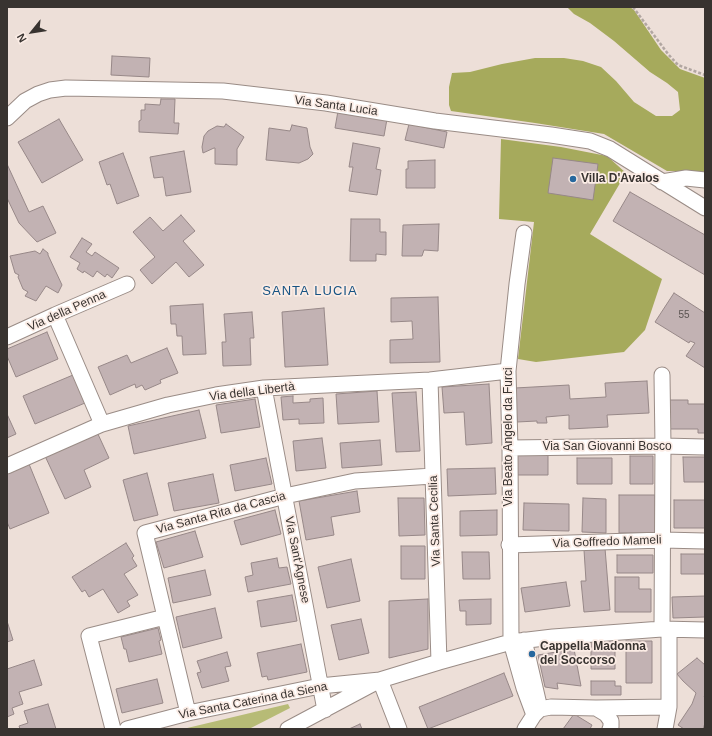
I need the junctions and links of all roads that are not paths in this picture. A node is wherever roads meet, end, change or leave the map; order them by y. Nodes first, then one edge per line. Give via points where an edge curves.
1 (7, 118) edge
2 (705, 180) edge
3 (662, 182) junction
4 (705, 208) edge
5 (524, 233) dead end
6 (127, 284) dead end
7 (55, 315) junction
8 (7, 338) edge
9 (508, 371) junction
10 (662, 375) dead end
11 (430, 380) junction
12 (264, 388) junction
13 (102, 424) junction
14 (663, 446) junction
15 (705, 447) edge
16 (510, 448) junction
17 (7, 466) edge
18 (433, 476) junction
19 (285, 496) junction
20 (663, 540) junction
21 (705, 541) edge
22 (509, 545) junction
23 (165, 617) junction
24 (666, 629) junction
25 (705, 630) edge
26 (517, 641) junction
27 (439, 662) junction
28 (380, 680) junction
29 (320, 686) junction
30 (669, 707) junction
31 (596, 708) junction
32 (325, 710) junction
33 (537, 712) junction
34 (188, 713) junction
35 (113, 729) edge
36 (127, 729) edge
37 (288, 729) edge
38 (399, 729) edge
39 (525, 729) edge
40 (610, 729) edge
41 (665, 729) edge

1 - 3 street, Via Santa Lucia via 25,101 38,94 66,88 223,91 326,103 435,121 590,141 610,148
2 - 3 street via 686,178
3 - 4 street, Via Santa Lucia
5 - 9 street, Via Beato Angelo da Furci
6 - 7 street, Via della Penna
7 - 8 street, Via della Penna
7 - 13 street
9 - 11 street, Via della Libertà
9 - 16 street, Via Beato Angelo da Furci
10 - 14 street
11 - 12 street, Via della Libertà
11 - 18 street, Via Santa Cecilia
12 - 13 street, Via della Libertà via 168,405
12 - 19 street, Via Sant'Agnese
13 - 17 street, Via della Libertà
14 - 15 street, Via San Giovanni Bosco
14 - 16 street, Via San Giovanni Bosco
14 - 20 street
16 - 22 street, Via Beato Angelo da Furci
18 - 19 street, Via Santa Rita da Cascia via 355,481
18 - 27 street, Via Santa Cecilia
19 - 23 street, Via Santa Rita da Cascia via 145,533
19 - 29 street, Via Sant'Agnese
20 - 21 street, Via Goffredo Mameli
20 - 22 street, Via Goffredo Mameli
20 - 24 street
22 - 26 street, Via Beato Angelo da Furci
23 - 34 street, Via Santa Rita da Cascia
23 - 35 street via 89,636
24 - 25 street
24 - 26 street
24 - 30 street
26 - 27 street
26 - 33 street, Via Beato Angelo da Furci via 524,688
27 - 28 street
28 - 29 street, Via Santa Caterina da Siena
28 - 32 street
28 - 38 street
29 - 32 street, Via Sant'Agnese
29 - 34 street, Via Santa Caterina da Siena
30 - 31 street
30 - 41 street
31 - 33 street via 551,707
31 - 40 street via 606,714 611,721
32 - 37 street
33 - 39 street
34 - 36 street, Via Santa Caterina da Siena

=======

### ACTIVITY
Would you copy the records word for word, without any of their pictures?

### THE COMPLETED TASK
I need the junctions and links of all roads that are not paths in this picture. A node is wherever roads meet, end, change or leave the map; order them by y. Nodes first, then one edge per line. Give via points where an edge curves.
1 (7, 118) edge
2 (705, 180) edge
3 (662, 182) junction
4 (705, 208) edge
5 (524, 233) dead end
6 (127, 284) dead end
7 (55, 315) junction
8 (7, 338) edge
9 (508, 371) junction
10 (662, 375) dead end
11 (430, 380) junction
12 (264, 388) junction
13 (102, 424) junction
14 (663, 446) junction
15 (705, 447) edge
16 (510, 448) junction
17 (7, 466) edge
18 (433, 476) junction
19 (285, 496) junction
20 (663, 540) junction
21 (705, 541) edge
22 (509, 545) junction
23 (165, 617) junction
24 (666, 629) junction
25 (705, 630) edge
26 (517, 641) junction
27 (439, 662) junction
28 (380, 680) junction
29 (320, 686) junction
30 (669, 707) junction
31 (596, 708) junction
32 (325, 710) junction
33 (537, 712) junction
34 (188, 713) junction
35 (113, 729) edge
36 (127, 729) edge
37 (288, 729) edge
38 (399, 729) edge
39 (525, 729) edge
40 (610, 729) edge
41 (665, 729) edge

1 - 3 street, Via Santa Lucia via 25,101 38,94 66,88 223,91 326,103 435,121 590,141 610,148
2 - 3 street via 686,178
3 - 4 street, Via Santa Lucia
5 - 9 street, Via Beato Angelo da Furci
6 - 7 street, Via della Penna
7 - 8 street, Via della Penna
7 - 13 street
9 - 11 street, Via della Libertà
9 - 16 street, Via Beato Angelo da Furci
10 - 14 street
11 - 12 street, Via della Libertà
11 - 18 street, Via Santa Cecilia
12 - 13 street, Via della Libertà via 168,405
12 - 19 street, Via Sant'Agnese
13 - 17 street, Via della Libertà
14 - 15 street, Via San Giovanni Bosco
14 - 16 street, Via San Giovanni Bosco
14 - 20 street
16 - 22 street, Via Beato Angelo da Furci
18 - 19 street, Via Santa Rita da Cascia via 355,481
18 - 27 street, Via Santa Cecilia
19 - 23 street, Via Santa Rita da Cascia via 145,533
19 - 29 street, Via Sant'Agnese
20 - 21 street, Via Goffredo Mameli
20 - 22 street, Via Goffredo Mameli
20 - 24 street
22 - 26 street, Via Beato Angelo da Furci
23 - 34 street, Via Santa Rita da Cascia
23 - 35 street via 89,636
24 - 25 street
24 - 26 street
24 - 30 street
26 - 27 street
26 - 33 street, Via Beato Angelo da Furci via 524,688
27 - 28 street
28 - 29 street, Via Santa Caterina da Siena
28 - 32 street
28 - 38 street
29 - 32 street, Via Sant'Agnese
29 - 34 street, Via Santa Caterina da Siena
30 - 31 street
30 - 41 street
31 - 33 street via 551,707
31 - 40 street via 606,714 611,721
32 - 37 street
33 - 39 street
34 - 36 street, Via Santa Caterina da Siena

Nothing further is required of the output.